Exercise
Every record listed below should be copied exactly.

Stored items:
....................

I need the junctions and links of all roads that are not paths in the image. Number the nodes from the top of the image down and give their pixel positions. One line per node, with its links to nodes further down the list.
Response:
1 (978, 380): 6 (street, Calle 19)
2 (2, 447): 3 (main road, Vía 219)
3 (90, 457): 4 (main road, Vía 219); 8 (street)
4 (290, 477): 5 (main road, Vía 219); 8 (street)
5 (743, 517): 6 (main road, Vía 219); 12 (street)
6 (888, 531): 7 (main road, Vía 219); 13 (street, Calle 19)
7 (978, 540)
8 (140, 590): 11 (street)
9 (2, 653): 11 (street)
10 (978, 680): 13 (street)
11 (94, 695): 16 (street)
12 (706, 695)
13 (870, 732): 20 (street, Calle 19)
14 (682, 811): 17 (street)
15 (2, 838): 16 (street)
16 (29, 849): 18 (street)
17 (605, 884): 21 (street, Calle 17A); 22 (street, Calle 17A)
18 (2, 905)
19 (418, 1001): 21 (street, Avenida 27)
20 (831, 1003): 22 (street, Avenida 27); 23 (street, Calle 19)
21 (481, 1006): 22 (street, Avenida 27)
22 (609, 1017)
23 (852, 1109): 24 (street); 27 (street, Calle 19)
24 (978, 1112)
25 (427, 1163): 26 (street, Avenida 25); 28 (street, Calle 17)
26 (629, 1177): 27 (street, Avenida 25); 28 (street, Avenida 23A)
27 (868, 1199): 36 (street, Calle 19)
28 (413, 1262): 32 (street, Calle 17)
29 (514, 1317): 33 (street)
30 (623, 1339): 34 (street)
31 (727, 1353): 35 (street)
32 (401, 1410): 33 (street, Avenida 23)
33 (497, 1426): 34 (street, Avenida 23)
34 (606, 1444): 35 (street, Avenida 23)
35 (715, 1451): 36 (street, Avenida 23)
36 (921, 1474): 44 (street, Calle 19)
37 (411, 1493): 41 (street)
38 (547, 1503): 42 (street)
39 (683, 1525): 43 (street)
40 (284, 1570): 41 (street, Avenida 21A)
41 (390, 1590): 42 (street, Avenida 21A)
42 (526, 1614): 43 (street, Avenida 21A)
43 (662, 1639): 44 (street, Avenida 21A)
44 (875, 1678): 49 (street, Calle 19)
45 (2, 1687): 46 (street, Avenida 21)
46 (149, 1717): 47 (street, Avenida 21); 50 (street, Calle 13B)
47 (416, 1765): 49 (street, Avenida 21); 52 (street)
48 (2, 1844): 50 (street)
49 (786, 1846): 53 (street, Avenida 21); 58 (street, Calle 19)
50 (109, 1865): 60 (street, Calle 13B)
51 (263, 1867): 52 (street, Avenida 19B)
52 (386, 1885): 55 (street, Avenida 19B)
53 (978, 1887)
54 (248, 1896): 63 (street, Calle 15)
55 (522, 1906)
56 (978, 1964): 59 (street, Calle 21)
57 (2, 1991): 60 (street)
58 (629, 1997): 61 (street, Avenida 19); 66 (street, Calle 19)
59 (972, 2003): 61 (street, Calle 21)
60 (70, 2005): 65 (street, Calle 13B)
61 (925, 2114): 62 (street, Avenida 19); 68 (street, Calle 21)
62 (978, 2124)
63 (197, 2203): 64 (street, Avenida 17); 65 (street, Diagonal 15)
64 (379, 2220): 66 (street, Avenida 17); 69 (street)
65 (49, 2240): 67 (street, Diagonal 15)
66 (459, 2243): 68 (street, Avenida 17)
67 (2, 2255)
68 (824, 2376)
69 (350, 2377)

....................

Your response
I need the junctions and links of all roads that are not paths in the image. Number the nodes from the top of the image down and give their pixel positions. One line per node, with its links to nodes further down the list.
Response:
1 (978, 380): 6 (street, Calle 19)
2 (2, 447): 3 (main road, Vía 219)
3 (90, 457): 4 (main road, Vía 219); 8 (street)
4 (290, 477): 5 (main road, Vía 219); 8 (street)
5 (743, 517): 6 (main road, Vía 219); 12 (street)
6 (888, 531): 7 (main road, Vía 219); 13 (street, Calle 19)
7 (978, 540)
8 (140, 590): 11 (street)
9 (2, 653): 11 (street)
10 (978, 680): 13 (street)
11 (94, 695): 16 (street)
12 (706, 695)
13 (870, 732): 20 (street, Calle 19)
14 (682, 811): 17 (street)
15 (2, 838): 16 (street)
16 (29, 849): 18 (street)
17 (605, 884): 21 (street, Calle 17A); 22 (street, Calle 17A)
18 (2, 905)
19 (418, 1001): 21 (street, Avenida 27)
20 (831, 1003): 22 (street, Avenida 27); 23 (street, Calle 19)
21 (481, 1006): 22 (street, Avenida 27)
22 (609, 1017)
23 (852, 1109): 24 (street); 27 (street, Calle 19)
24 (978, 1112)
25 (427, 1163): 26 (street, Avenida 25); 28 (street, Calle 17)
26 (629, 1177): 27 (street, Avenida 25); 28 (street, Avenida 23A)
27 (868, 1199): 36 (street, Calle 19)
28 (413, 1262): 32 (street, Calle 17)
29 (514, 1317): 33 (street)
30 (623, 1339): 34 (street)
31 (727, 1353): 35 (street)
32 (401, 1410): 33 (street, Avenida 23)
33 (497, 1426): 34 (street, Avenida 23)
34 (606, 1444): 35 (street, Avenida 23)
35 (715, 1451): 36 (street, Avenida 23)
36 (921, 1474): 44 (street, Calle 19)
37 (411, 1493): 41 (street)
38 (547, 1503): 42 (street)
39 (683, 1525): 43 (street)
40 (284, 1570): 41 (street, Avenida 21A)
41 (390, 1590): 42 (street, Avenida 21A)
42 (526, 1614): 43 (street, Avenida 21A)
43 (662, 1639): 44 (street, Avenida 21A)
44 (875, 1678): 49 (street, Calle 19)
45 (2, 1687): 46 (street, Avenida 21)
46 (149, 1717): 47 (street, Avenida 21); 50 (street, Calle 13B)
47 (416, 1765): 49 (street, Avenida 21); 52 (street)
48 (2, 1844): 50 (street)
49 (786, 1846): 53 (street, Avenida 21); 58 (street, Calle 19)
50 (109, 1865): 60 (street, Calle 13B)
51 (263, 1867): 52 (street, Avenida 19B)
52 (386, 1885): 55 (street, Avenida 19B)
53 (978, 1887)
54 (248, 1896): 63 (street, Calle 15)
55 (522, 1906)
56 (978, 1964): 59 (street, Calle 21)
57 (2, 1991): 60 (street)
58 (629, 1997): 61 (street, Avenida 19); 66 (street, Calle 19)
59 (972, 2003): 61 (street, Calle 21)
60 (70, 2005): 65 (street, Calle 13B)
61 (925, 2114): 62 (street, Avenida 19); 68 (street, Calle 21)
62 (978, 2124)
63 (197, 2203): 64 (street, Avenida 17); 65 (street, Diagonal 15)
64 (379, 2220): 66 (street, Avenida 17); 69 (street)
65 (49, 2240): 67 (street, Diagonal 15)
66 (459, 2243): 68 (street, Avenida 17)
67 (2, 2255)
68 (824, 2376)
69 (350, 2377)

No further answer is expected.